Paul is victorious; seeing the inevitability of the situation he has orchestrated, Mohiam compels Shaddam to give in to Paul's demands, allowing Paul to depose him and become Emperor in his place.

===Dune Messiah===
In Dune Messiah, the Reverend Mother joins the conspiracy to topple the rule of Paul Atreides after he ascends the Golden Lion Throne and unleashes his Jihad upon the Empire. She, along with the Tleilaxu Face Dancer Scytale, the Spacing Guild Navigator Edric, and Paul's embittered consort (and Shaddam's daughter) Princess Irulan of House Corrino, plot to insinuate the Tleilaxu ghola Hayt into the court to weaken Paul's confidence in his prescience and thereby ruin him.

Forbidden to ever return to Arrakis, Mohiam is taken into Paul's custody when it becomes known that she is on a heighliner in orbit above the planet.

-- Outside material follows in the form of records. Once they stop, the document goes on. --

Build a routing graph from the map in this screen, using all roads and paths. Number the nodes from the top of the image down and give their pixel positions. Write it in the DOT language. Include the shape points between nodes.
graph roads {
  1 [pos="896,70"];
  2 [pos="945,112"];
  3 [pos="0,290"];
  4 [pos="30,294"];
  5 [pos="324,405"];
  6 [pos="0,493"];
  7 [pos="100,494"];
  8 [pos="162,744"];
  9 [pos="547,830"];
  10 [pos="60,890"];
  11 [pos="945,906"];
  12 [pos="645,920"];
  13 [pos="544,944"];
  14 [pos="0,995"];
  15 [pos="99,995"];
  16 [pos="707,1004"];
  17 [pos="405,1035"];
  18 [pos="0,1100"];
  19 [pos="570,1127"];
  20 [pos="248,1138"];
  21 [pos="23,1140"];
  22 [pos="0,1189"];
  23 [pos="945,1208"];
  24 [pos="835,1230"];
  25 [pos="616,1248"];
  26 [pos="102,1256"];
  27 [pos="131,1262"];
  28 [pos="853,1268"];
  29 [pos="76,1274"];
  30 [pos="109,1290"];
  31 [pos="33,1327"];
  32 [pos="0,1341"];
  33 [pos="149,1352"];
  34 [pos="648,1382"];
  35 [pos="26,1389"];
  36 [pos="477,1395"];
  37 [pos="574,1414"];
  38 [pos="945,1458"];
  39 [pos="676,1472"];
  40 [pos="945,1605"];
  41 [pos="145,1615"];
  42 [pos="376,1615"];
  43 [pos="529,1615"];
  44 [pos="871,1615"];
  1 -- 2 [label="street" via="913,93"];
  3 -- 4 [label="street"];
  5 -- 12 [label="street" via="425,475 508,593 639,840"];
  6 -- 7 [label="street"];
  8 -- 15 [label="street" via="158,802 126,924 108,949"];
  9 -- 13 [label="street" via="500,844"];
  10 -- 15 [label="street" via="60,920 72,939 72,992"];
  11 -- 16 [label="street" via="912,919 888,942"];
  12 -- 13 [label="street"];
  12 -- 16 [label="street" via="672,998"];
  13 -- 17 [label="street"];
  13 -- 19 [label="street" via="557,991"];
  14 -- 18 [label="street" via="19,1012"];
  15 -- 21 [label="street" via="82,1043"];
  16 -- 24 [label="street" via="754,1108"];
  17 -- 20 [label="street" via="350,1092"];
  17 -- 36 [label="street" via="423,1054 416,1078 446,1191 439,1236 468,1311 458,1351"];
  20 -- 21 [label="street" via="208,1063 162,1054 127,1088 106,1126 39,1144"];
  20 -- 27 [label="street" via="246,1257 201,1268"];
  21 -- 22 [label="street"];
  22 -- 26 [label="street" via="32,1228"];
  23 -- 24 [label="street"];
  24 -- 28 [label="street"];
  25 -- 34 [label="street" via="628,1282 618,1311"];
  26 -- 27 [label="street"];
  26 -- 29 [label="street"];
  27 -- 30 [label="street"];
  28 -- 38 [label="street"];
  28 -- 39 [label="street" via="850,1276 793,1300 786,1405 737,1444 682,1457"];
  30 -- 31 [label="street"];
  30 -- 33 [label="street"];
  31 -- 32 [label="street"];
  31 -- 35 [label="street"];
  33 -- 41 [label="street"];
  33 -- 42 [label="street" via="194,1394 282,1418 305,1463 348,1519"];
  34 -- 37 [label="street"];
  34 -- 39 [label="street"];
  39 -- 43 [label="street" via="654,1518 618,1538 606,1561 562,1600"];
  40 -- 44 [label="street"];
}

Aware of the Bene Gesserit's desire to acquire his genetic material for their breeding program, Paul seeks to negotiate with Mohiam. In exchange for the guaranteed safety of his concubine Chani, and the Sisterhood's acceptance of his decision to father no heirs with Irulan, Paul offers something of the utmost value: his sperm. This is a complicated proposition for Mohiam, however, because artificial insemination is forbidden in the wake of the Butlerian Jihad.

When the conspiracy ultimately fails and Scytale is killed, Edric is executed in 10,207 A.G. by Fremen Naib Stilgar, on orders from Alia. Stilgar also puts Mohiam to death, despite previous orders from Paul to spare her life.

===Prelude to Dune===
In the Prelude to Dune series, Mohiam is instructed by the Bene Gesserit to collect the genetic material of Baron Vladimir Harkonnen (through conception) for their breeding program. She blackmails the homosexual Baron into fathering a child with her. When that daughter proves genetically undesirable, Mohiam kills it and then returns to Harkonnen for a second try, at which point he drugs and rapes her. She exacts her retribution by infecting him with a disease that later causes his obesity. Though Mohiam kills her first child with Harkonnen, their second child is Jessica, Harkonnen's paternity having been previously established in Dune.

According to Brian Herbert and Kevin J. Anderson, the idea that Mohiam is Jessica's mother was pulled directly from Frank Herbert's working notes for the original Dune series. To this end, they establish that the name given for Jessica's mother in Dune, Tanidia Nerus, is an alias used by Mohiam to conceal Jessica's maternity.

==In adaptations==
Mohiam is portrayed by Siân Phillips in David Lynch's 1984 film Dune, and by Zuzana Geislerová in the 2000 miniseries Frank Herbert's Dune and its 2003 sequel Frank Herbert's Children of Dune. The character is played by Charlotte Rampling in the 2021 Denis Villeneuve film Dune and its 2024 sequel Dune: Part Two.

All three portrayals received positive reviews in contemporary press. Variety wrote of the 1984 film that "Siân Phillips has some mesmerizing moments as a powerful witch". Phillips said that she and Lynch both independently came up with the idea for her character's distinctive bald appearance. Tor.com noted of Children of Dune, "There are other moments of perfect execution ... The dual conversations between Irulan and Reverend Mother Gaius Helen Mohiam—and later Jessica—are gorgeous, offering subtitles to their sign language while an entirely different conversation plays out in words." Screen Rant called Rampling's Mohiam in the 2021 film Dune "one of the movie's more intimidating characters", and The Telegraph described her as "blood-chilling". The Los Angeles Times wrote that Rampling "is the only actor living who can project both world-weary wisdom and utter ruthlessness while wearing an absurdly high hat and a nearly impenetrable black veil ... her relationship with acolyte Lady Jessica plays a bit like a perpetually skeptical head of the CIA dealing with an exasperating but productive rogue agent."